Background: Despite advancements in surgical interventions for craniosynostosis, significant disparities in access to specialized care persist. The purpose of this study was to report disparities in endoscopic and open approaches to the treatment of craniosynostosis using a large, national database.
Methods: A database retrospective cohort study was conducted using the 2018, 2019, 2020, and 2021 National Inpatient Sample (NIS). Discharge information was obtained for patients who fulfilled both a primary diagnosis for craniosynostosis (ICD-10: Q75.0) as well as ICD-10 PCS classification for related surgical management in the same admission.
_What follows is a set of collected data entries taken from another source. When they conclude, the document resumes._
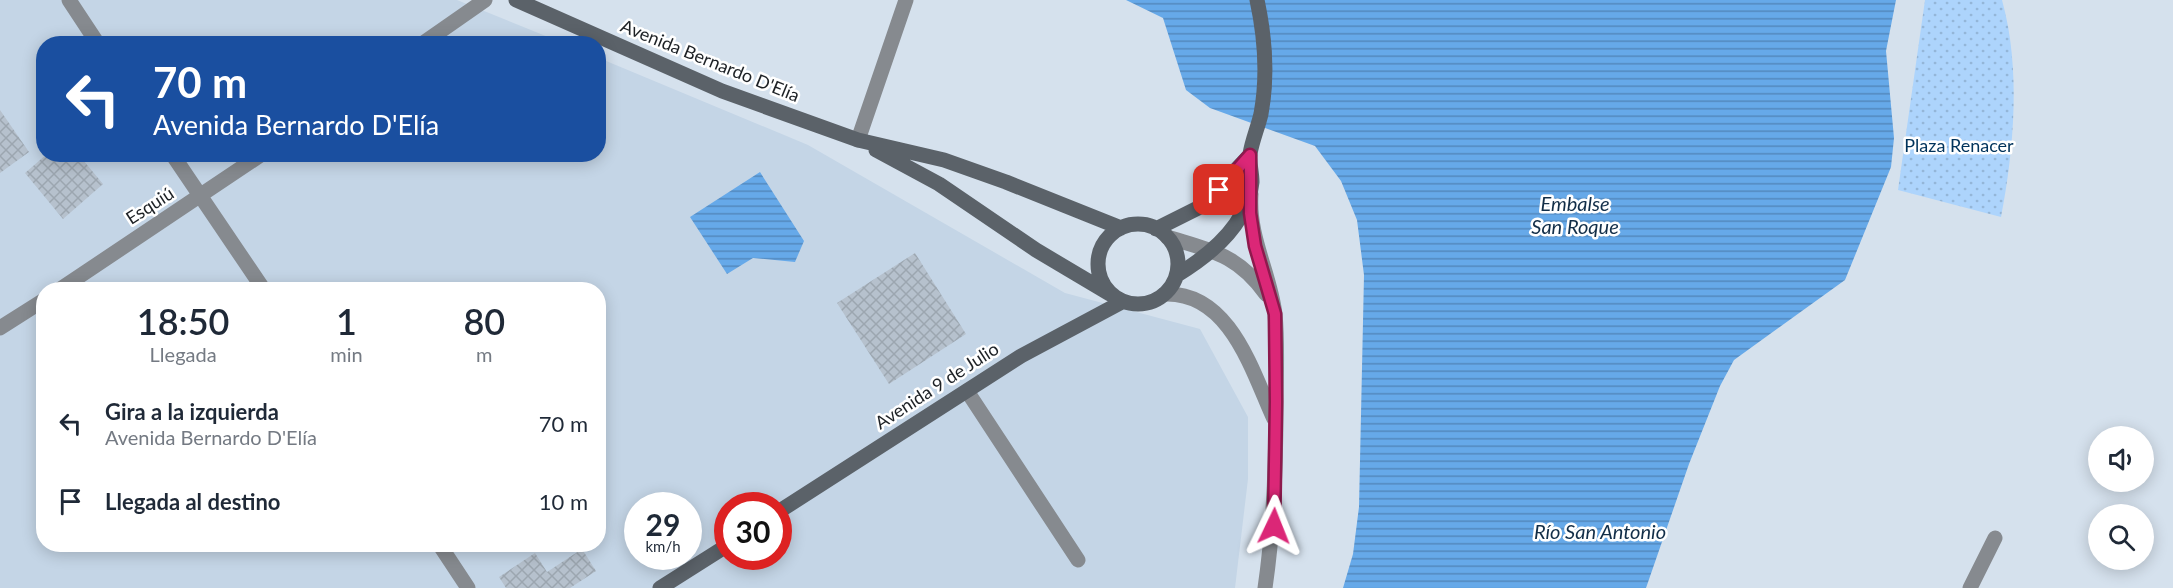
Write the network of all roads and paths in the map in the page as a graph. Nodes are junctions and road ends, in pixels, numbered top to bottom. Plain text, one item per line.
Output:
1 (69, 0) edge
2 (485, 0) edge
3 (516, 0) edge
4 (906, 0) edge
5 (1257, 0) edge
6 (93, 36) edge
7 (433, 36) edge
8 (597, 36) edge
9 (606, 40) edge
10 (858, 140) junction
11 (1250, 155) junction
12 (177, 162) edge
13 (251, 162) edge
14 (1252, 182) junction
15 (201, 197) junction
16 (1121, 228) junction
17 (1162, 233) junction
18 (1212, 251) junction
19 (1177, 275) junction
20 (71, 282) edge
21 (259, 282) edge
22 (1165, 294) junction
23 (1116, 298) junction
24 (1272, 301) junction
25 (36, 305) edge
26 (0, 328) edge
27 (967, 391) junction
28 (1276, 425) junction
29 (792, 503) edge
30 (1995, 538) dead end
31 (444, 552) edge
32 (714, 554) edge
33 (1078, 560) dead end
34 (468, 588) edge
35 (660, 588) edge
36 (1265, 588) edge
37 (1970, 588) edge

1 - 6 street
2 - 7 street
3 - 8 main road, Avenida Bernardo D'Elía
4 - 10 street
5 - 11 main road
9 - 10 main road, Avenida Bernardo D'Elía
10 - 16 main road, Avenida Bernardo D'Elía
10 - 23 main road, Avenida Bernardo D'Elía
11 - 14 main road
11 - 17 main road
12 - 15 street
13 - 15 street, Esquiú
14 - 18 main road
14 - 24 street
15 - 20 street, Esquiú
15 - 21 street
16 - 17 main road
16 - 23 main road
17 - 18 street
17 - 19 main road
18 - 19 main road
18 - 24 street
19 - 22 main road
22 - 23 main road
22 - 28 street
23 - 27 main road, Avenida 9 de Julio
24 - 28 street
25 - 26 street
27 - 29 main road, Avenida 9 de Julio
27 - 33 street
28 - 36 street
30 - 37 street
31 - 34 street
32 - 35 main road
Results: A total of 1,099 patients received surgical management for craniosynostosis after admission: 183 (16.7%) were treated endoscopically and 916 (83.3%) were treated with open surgery. Significantly more patients had private insurance in the endoscopic group (60.1%) compared to the open group (37.7%, p<0.001). There were significantly more White patients within the endoscopic group (67.8%) than the open group (48.6%, p<0.001). Furthermore, there were significantly more patients residing within the 76th-100th percentile of median household income zip codes in the endoscopic group (37.2%) compared to the open group (24.6%, p<0.001). Lastly, there were significantly more patients treated at private, not for profit hospitals within the endoscopic group (93.4%) than the open group (87.9%, p=0.029).
Conclusion: This study reveals notable demographic and socioeconomic disparities between patients undergoing endoscopic and open surgical treatment for craniosynostosis, which may impact equitable healthcare and outcomes.